Last time I tried. -fvisibility=hidden is not as effective as it could be, as it seems to only affect definition visibility, so code that only references a symbol is unaffected. Some improvements can be made by putting attribute (visibility(”hidden))) on declarations, but this would be non-trivial on a large code-base.

In some cases, we use PGO to only outline cold code. We have some logic to optimistically or conservatively outline in the case where a function is missing PGO data, usually when it is stale. If you’re interested, I could upstream that work.

2 Likes

Are you using the machine outliner too? -mllvm enable-machine-outliner. Full LTO will give you more from this but you should get a couple of % from module-level outlining.

2 Likes

Hi! I am not using the outliner yet. How does that interact with PGO? Will hot functions still be inlined?

Thanks! I have seen this and it seems like we need a lot of testing to deploy this. But it’s something I will keep in mind for the future.

The machine outliner is a late pass. Does not affect PGO inlining.

This sounds useful. It doesn’t help me right now, since I can’t rebuild the toolchain at this stage, but it sounds like it could be good for the future!

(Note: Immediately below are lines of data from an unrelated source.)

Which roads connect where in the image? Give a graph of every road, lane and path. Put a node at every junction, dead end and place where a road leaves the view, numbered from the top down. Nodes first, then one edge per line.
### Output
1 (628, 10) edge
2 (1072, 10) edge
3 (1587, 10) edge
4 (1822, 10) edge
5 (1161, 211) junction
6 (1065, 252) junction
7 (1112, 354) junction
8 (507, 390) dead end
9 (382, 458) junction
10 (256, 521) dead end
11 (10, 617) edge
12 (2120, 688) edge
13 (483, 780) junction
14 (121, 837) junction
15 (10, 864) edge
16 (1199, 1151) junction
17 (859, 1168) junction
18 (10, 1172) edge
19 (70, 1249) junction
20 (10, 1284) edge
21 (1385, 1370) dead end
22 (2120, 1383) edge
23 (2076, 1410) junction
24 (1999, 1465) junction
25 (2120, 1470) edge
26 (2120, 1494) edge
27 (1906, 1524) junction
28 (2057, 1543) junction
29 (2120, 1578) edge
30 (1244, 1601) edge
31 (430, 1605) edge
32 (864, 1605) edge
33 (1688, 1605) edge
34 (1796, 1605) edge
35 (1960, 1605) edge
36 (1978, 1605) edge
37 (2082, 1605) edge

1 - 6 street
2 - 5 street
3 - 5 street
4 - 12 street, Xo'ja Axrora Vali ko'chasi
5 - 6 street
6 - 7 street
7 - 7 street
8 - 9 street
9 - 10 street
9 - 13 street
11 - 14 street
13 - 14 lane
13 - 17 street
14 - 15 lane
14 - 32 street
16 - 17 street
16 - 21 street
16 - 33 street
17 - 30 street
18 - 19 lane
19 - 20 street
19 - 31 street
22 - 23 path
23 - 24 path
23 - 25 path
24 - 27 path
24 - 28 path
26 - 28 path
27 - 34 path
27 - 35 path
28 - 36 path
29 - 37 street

If link times are not a concern and the application is not excessively large, I’d recommend using regular LTO over ThinLTO. In our experience, LTO does much better job at reducing size and this would also likely improve performance.

There are also some experimental options you could try. We’ve seen size reduction from enabling GVN sink/hoist with -mllvm -enable-gvn-sink=1 and -mllvm -enable-gvn-hoist=1 but your mileage may vary. If you have control over the C++ ABI (i.e. you don’t need to interface with prebuilt C++ libraries), you can also try -Xclang -fexperimental-omit-vtable-rtti.

1 Like

I’ve just published [MachineOutliner] Add profile guided outlining by ellishg · Pull Request #154437 · llvm/llvm-project · GitHub. Let me know what you think!

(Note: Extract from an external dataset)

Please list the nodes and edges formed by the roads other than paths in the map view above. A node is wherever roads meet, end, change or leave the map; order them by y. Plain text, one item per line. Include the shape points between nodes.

Thank you everyone! Just to give a update, we managed to get sizes down quite a bit with some of the suggestions here. Here is what we do to reduce the size of the application without losing performance so that future seachers might find it:

Start by using bloaty to profile your application. It can give you a good indication where space is used.

  • -fdata-sections -ffunction-sections to clang and -Wl,-gc-sections to lld is very basic but saves a lot of space. This should probably be enabled by most applications. This reduces the size of the .text section.
  • -Wl,-icf=safe or -Wl,-icf=all this enables code folding and saved about 10% of space in our application (YMMV), be aware that the all flag makes your application standards incompatible and you might end up with issues. We have already used all on other platforms and it worked for us here. Reduced the .text section size.
  • -fvisibility=hidden - we build a statically linked self-contained application so this makes sense for us. We saved another 10% with this, but only size on disk, not VM size. It almost removed the .strtab section for us. If you can’t use this use -fvisibility-inline-hidden which only hides the inlines.
  • -Wl,--pack-dyn-relocs=relr worked for us as well! I understand it depends on the deployment target’s loader, but it passed all our testing and removed a massive 12% of our application size by reducing the rela.dyn section down to almost nothing.
  • We tried the machine-outliner as well, it reduced the size with 5% but unfortunately it decreased performance with around 2-3% which we where unable to accept. Looking forward to try @ellishg’s outliner based on PGO when it lands in our toolchain.
  • Experimental options like -fexperimental-relative-c++-abi-vtables and -fexperimental-omit-vtable-rtti where deemed to risky for where we are in our project currently, so while they seem very good for several reasons we need some more time to trial this before we enable it.
  • I have not tested the gvn sink/hoist - I was not sure exactly what they did and we more or less hit our size target with the relr change for now.

Thanks everyone for contributing and hopefully this will help someone else in the future that want to reduce the size of the binary.

16 Likes

There is a Global Machine Outliner, U can try use this if you can’t flto=full. It default enable when -Oz, if not -Oz(also enable it by clang option -moutline).